Böyle gelip geçici, bir şimşek gibi çakıp kaybolucu, dünya hayatı… İnsan aldanıyor, gözünü hep ona dikiyorsa, ebedî ışığa karşı kapısını kapamış demektir, kendini bir ebedî körlüğe salmış demektir. Evet, öyle… Bir güzel söz de bu mevzuda -bunların hatırlattığı- Aziz Mahmud Hüdâî hazretlerine ait:
İki kapılı bir handır bu dünya (bu virane)
Bunda konan, göçer; konuk, eylenmez.
Bakın hepsi aynı şeyleri söylüyor. Bu da size başka bir şeyi hatırlatır:
Acîb bir kârubân-hane bu dünya,
Gelen gider, konan göçer bu elden,
Vefası yok, sefası yok, fani hülya,
Gelen gider, konan göçer bu elden.
Alvarlı Efe Hazretleri’nden bir başka manzum:
Bu dert meyhanesinde / Kimi gördün şaduman olmuş;
Bu gam-hane-i mihnette / Beladan kim emân bulmuş!
Bu bir devvâr-ı gaddardır / Gözü gördüğünü hep yer
Ne şah-u ne geda bunda / Ne bir fert payidar olmuş.
İki mısra atlayarak, sonunu söylüyorum:
Hüner bir ibret almaktır / Hüner Hakk’a kul olmaktır;
Hüner irfanı bulmaktır / Bu gaflet âlemi almış.
Gördüğünüz gibi, çokları, âhirete karşı kendilerini bir körlük içine salmışlar; “Varsa da dünya, yoksa da dünya!..” Hatta dini, dinî değerleri, işte o “Varsa da, yoksa da dünya!” uğrunda kullanarak, ebedî kalacakmış gibi bu dünyada çırpınıp duruyorlar. Oysa ki,
Ölüm demez, yiğit, koca,
Gelir bir gün, ya bir gece,
Kefen elinde bir hoca,
Yuyar bir gün, demedim mi?!.
Bu da Yunus Emre’ye ait.
“Ey kalbleri evirip çeviren Allah’ım, kalblerimizi dininde sabit kıl.”

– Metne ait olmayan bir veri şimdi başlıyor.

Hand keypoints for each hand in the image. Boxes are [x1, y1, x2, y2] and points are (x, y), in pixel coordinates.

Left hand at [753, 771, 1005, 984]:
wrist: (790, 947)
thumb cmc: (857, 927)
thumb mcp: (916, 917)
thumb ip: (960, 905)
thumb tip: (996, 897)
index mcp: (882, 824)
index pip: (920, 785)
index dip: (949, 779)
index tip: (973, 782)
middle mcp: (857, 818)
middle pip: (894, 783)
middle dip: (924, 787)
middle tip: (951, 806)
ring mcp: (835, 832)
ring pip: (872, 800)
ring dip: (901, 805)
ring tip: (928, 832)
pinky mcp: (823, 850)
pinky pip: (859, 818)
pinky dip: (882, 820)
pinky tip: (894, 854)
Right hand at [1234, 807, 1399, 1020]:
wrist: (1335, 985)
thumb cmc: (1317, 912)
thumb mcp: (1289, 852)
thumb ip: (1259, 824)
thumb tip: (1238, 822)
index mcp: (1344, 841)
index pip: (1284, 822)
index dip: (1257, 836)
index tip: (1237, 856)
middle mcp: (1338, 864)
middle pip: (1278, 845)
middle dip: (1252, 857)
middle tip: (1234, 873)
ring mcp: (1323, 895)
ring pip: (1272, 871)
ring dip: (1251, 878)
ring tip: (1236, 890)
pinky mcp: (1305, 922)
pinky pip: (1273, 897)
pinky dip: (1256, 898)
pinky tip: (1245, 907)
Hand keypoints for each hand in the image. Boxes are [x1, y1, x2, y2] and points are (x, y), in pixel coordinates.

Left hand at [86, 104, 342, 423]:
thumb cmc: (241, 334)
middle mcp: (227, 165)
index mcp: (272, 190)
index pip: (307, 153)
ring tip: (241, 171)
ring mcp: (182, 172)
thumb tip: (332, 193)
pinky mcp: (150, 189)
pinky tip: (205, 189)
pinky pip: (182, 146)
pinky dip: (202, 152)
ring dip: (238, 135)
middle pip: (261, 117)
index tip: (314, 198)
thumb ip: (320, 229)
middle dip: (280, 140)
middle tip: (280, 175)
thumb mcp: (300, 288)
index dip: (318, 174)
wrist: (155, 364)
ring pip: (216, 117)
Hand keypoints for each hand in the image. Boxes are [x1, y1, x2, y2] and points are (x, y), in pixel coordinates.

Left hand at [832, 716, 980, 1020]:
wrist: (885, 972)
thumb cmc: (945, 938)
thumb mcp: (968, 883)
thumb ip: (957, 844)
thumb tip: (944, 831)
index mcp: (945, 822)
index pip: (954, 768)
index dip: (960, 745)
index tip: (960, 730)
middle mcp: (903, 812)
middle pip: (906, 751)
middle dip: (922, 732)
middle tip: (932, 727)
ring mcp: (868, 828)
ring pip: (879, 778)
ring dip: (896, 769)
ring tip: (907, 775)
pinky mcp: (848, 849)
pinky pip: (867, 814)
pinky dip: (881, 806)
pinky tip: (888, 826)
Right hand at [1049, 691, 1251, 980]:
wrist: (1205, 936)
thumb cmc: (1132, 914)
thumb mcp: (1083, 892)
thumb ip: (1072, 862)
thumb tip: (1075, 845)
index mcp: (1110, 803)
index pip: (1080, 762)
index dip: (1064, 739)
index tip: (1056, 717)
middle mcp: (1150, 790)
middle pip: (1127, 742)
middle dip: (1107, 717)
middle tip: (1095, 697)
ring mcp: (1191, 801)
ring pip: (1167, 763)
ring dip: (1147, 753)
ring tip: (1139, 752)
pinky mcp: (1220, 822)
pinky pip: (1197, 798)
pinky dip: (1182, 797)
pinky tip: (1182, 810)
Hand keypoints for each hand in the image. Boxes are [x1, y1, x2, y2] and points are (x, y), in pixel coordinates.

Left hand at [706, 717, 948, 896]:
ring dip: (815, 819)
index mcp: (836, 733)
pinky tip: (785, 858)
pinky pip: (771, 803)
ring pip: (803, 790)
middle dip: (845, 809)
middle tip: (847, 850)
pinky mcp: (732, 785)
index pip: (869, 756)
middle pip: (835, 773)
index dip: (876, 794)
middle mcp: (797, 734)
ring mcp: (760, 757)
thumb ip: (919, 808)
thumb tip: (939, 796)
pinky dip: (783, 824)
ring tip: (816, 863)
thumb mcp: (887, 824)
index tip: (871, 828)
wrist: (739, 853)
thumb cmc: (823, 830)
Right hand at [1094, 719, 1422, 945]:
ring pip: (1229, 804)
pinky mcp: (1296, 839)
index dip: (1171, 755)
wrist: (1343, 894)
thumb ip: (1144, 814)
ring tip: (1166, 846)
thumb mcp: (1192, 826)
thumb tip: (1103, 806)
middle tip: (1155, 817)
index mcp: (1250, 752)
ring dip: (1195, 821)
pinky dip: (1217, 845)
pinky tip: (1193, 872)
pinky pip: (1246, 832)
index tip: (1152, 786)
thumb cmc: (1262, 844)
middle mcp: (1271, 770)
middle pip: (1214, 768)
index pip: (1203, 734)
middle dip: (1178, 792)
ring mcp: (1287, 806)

Dünyaya bakarken bu mülahazalar ile bakmak lazım; onun derinleştirilmesi, esasen derinlik mülahazasına insanın kendisini salması, mercan adalarına insanın kendisini salması lazım. Veya tâbir-i diğerle, insan, güneşe doğru hep bir seyahat tertip etmeli, bitip tükenme bilmeyen bir arzu ile, bir iştiyak ile ölesiye bir koşuş ile, hep ona doğru koşmalı, hep ona doğru, hep güneşe… “Daha! Daha!” demeli!.. Bu tabiri de Hazreti Pîr-i Mugân, Ayetü’l-Kübrâ risalesinde kullanıyor, “Hel min mezîd!” diyor. Bu söz, vakıa Cehennem’e atılan insanlara karşı Cehennem’in هَلْ مِنْ مَزِيدٍ “Daha yok mu?” (Kâf, 50/30) şeklindeki ifadesinden alınma ama pozitif şekilde de kullanabilirsiniz bunu. Allah bilgisi, marifetullah, muhabbetullah, aşk u iştiyâk-ı likâullah… Bu ufka ulaştığın zaman bile “Daha yok mu? Daha yok mu? Daha yok mu?!. Ne latif şey imiş bu!” deme.
Ol suyu kim içse hemân,
Kalbe doğar nur-i cihân,
Verir hayat-ı câvidân,
Yandıkça yandım, bir su ver! (Gedâî)
“Yandıkça yandım, bir su ver!” diyor.
Bana Hak’tan nidâ geldi: Gel ey âşık ki mahremsin!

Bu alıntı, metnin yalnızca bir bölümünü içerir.